Restate all of the records below exactly. Do not carry over any image.

Stored entries
--------------------------------------------------
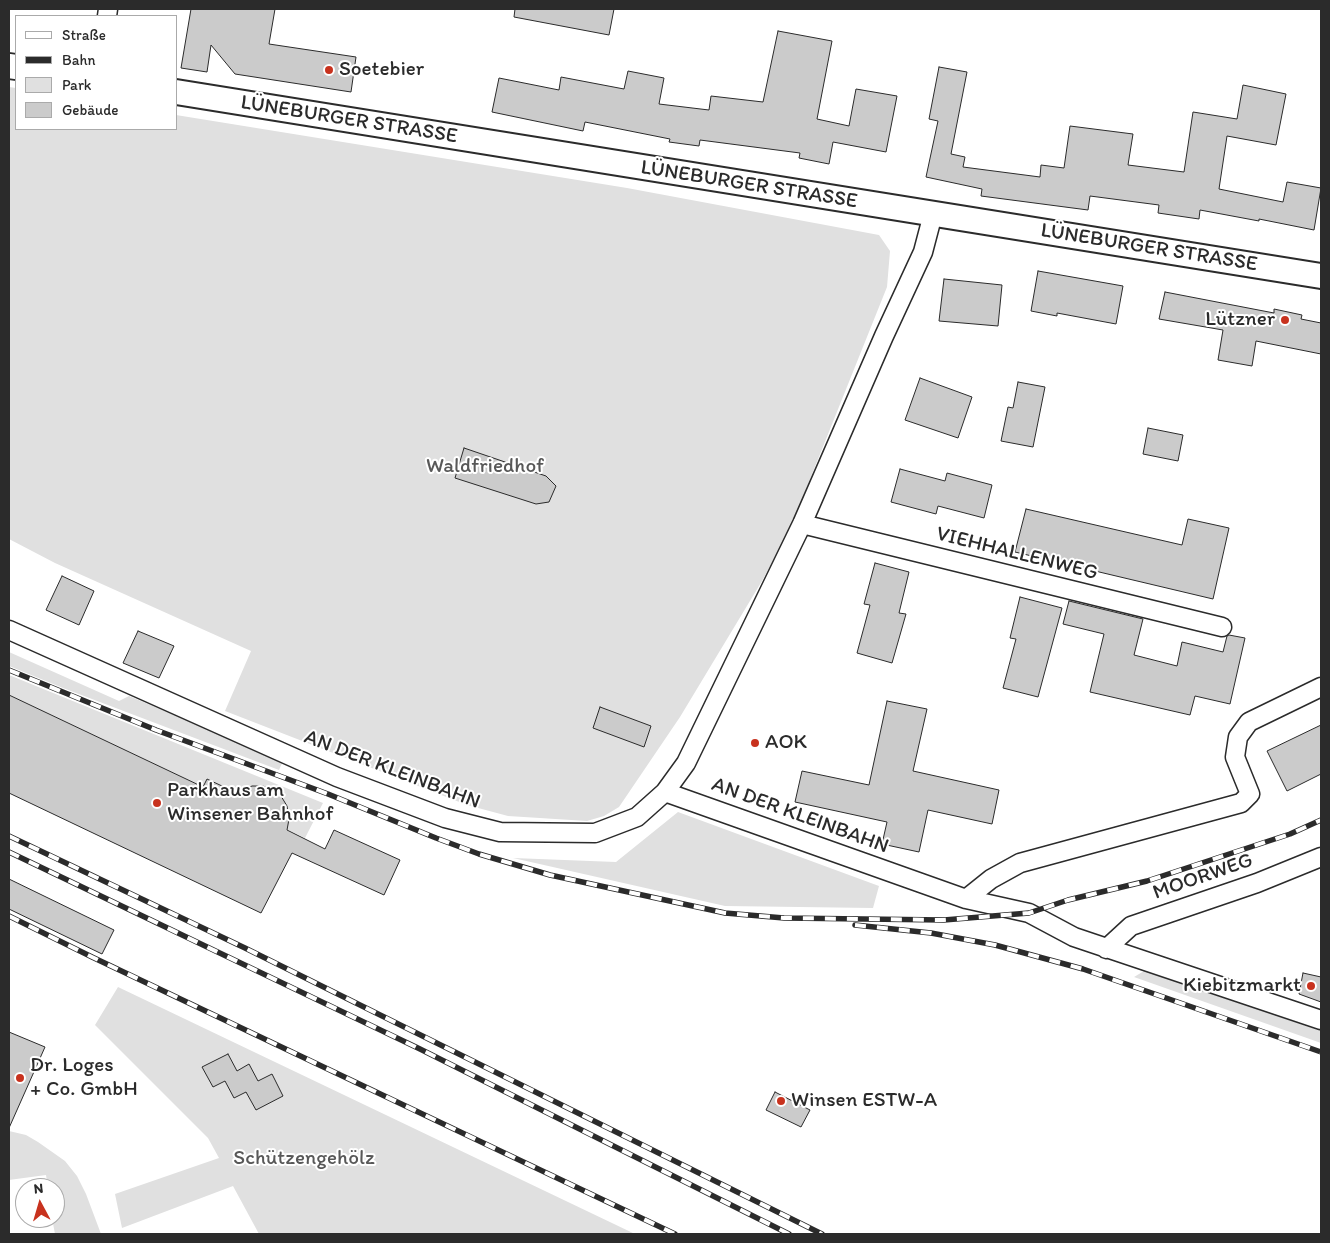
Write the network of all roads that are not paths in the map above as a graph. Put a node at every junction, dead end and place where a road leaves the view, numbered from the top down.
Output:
1 (178, 92) edge
2 (933, 214) junction
3 (1321, 276) edge
4 (802, 524) junction
5 (1222, 627) dead end
6 (9, 630) edge
7 (1321, 687) edge
8 (665, 792) junction
9 (1321, 858) edge
10 (966, 899) junction
11 (1106, 949) junction
12 (1321, 1020) edge

1 - 2 main road, LÜNEBURGER STRASSE
2 - 3 main road, LÜNEBURGER STRASSE
2 - 4 street
4 - 5 street, VIEHHALLENWEG
4 - 8 street
6 - 8 street, AN DER KLEINBAHN
7 - 10 street
8 - 10 street, AN DER KLEINBAHN
9 - 11 street, MOORWEG
10 - 11 street, AN DER KLEINBAHN
11 - 12 street, AN DER KLEINBAHN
--------------------------------------------------
Answer ▸
Write the network of all roads that are not paths in the map above as a graph. Put a node at every junction, dead end and place where a road leaves the view, numbered from the top down.
Output:
1 (178, 92) edge
2 (933, 214) junction
3 (1321, 276) edge
4 (802, 524) junction
5 (1222, 627) dead end
6 (9, 630) edge
7 (1321, 687) edge
8 (665, 792) junction
9 (1321, 858) edge
10 (966, 899) junction
11 (1106, 949) junction
12 (1321, 1020) edge

1 - 2 main road, LÜNEBURGER STRASSE
2 - 3 main road, LÜNEBURGER STRASSE
2 - 4 street
4 - 5 street, VIEHHALLENWEG
4 - 8 street
6 - 8 street, AN DER KLEINBAHN
7 - 10 street
8 - 10 street, AN DER KLEINBAHN
9 - 11 street, MOORWEG
10 - 11 street, AN DER KLEINBAHN
11 - 12 street, AN DER KLEINBAHN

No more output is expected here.